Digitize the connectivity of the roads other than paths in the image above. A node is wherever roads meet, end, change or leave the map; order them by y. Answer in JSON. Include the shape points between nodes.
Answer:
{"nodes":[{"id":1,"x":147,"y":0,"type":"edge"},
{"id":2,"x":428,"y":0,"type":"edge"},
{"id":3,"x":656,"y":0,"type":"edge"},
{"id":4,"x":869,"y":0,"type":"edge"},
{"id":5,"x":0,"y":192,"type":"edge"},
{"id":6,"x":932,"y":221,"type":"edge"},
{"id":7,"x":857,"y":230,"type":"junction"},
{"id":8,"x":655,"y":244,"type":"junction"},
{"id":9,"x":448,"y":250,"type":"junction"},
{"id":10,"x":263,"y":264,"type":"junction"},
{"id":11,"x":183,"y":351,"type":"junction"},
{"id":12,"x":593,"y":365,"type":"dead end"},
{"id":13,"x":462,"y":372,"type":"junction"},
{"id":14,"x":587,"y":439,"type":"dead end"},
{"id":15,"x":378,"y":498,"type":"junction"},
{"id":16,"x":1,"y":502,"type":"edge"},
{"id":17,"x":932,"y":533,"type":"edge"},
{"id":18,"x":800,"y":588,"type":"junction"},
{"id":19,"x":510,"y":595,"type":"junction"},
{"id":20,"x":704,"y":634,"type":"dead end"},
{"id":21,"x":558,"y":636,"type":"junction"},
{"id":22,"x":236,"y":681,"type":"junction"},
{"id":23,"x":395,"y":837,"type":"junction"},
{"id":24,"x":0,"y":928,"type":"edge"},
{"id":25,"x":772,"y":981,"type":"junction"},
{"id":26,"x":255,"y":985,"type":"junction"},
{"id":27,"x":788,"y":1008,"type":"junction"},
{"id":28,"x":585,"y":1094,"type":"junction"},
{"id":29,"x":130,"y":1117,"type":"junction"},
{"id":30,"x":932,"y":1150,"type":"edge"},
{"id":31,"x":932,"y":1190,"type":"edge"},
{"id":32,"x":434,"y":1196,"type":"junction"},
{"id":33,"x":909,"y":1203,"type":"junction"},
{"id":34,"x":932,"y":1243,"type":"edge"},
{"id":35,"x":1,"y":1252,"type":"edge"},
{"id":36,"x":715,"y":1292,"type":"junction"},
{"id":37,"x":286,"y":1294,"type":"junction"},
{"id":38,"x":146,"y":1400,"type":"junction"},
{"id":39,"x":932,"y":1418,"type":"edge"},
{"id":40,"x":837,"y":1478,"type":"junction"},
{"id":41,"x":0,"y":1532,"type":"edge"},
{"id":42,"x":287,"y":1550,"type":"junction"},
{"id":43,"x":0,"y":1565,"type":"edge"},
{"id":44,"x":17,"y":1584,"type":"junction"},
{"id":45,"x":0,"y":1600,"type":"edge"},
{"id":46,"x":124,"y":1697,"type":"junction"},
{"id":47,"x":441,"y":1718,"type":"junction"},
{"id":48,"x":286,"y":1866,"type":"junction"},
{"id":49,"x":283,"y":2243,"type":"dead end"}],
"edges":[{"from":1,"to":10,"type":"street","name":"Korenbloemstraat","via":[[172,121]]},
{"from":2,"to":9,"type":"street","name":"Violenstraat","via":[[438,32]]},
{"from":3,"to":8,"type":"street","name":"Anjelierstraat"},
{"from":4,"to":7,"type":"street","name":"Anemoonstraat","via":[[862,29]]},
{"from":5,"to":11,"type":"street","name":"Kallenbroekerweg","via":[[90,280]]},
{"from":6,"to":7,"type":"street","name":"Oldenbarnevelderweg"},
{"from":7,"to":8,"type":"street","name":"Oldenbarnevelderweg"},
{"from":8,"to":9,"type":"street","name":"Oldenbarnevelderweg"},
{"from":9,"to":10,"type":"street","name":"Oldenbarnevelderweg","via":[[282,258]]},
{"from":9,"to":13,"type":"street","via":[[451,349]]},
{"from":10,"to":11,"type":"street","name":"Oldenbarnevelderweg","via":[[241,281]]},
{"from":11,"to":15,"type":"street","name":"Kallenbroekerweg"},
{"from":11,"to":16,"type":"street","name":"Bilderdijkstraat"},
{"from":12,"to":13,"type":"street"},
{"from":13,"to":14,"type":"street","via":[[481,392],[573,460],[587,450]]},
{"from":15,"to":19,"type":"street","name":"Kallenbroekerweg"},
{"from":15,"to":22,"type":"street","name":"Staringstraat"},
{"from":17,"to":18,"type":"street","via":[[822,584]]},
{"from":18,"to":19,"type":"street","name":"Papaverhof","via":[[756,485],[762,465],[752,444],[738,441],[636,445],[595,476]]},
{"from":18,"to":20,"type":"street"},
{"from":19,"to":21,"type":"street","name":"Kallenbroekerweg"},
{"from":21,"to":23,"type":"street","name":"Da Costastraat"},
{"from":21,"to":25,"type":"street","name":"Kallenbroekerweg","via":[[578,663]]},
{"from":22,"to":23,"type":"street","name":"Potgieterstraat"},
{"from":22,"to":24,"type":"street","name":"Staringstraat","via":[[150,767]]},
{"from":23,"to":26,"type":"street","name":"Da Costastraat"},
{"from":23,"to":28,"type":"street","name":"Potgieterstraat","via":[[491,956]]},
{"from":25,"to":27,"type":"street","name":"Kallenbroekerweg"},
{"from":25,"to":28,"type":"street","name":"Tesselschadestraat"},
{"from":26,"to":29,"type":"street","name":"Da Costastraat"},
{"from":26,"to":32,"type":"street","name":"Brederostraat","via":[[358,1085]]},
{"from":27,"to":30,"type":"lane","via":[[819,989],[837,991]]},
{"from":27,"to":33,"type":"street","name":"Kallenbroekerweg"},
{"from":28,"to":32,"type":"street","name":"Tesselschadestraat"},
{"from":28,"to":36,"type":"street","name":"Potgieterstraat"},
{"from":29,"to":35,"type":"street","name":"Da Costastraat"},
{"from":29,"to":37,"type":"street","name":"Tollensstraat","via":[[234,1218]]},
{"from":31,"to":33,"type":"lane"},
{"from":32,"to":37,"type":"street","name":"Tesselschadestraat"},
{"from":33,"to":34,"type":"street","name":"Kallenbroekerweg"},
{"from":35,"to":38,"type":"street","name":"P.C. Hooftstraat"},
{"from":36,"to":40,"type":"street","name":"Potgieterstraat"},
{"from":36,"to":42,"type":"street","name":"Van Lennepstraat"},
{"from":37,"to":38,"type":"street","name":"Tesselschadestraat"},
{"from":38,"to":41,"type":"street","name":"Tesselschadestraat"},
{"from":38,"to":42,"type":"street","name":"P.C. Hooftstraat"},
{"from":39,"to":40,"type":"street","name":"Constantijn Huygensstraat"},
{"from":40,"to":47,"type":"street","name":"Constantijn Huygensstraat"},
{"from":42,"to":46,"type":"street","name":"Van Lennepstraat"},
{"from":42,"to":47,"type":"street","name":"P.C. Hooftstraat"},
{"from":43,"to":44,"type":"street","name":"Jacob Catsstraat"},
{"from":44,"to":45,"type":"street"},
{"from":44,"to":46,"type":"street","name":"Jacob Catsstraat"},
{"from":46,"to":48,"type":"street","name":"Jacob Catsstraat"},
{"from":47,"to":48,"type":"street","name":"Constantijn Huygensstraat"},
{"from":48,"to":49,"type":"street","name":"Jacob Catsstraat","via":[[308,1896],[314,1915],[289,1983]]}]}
+ + +
■ Work instruction ■
Please give the number of lines in the listing above where "Costastraat" appears, and nothing else.

■ Answer below ■
4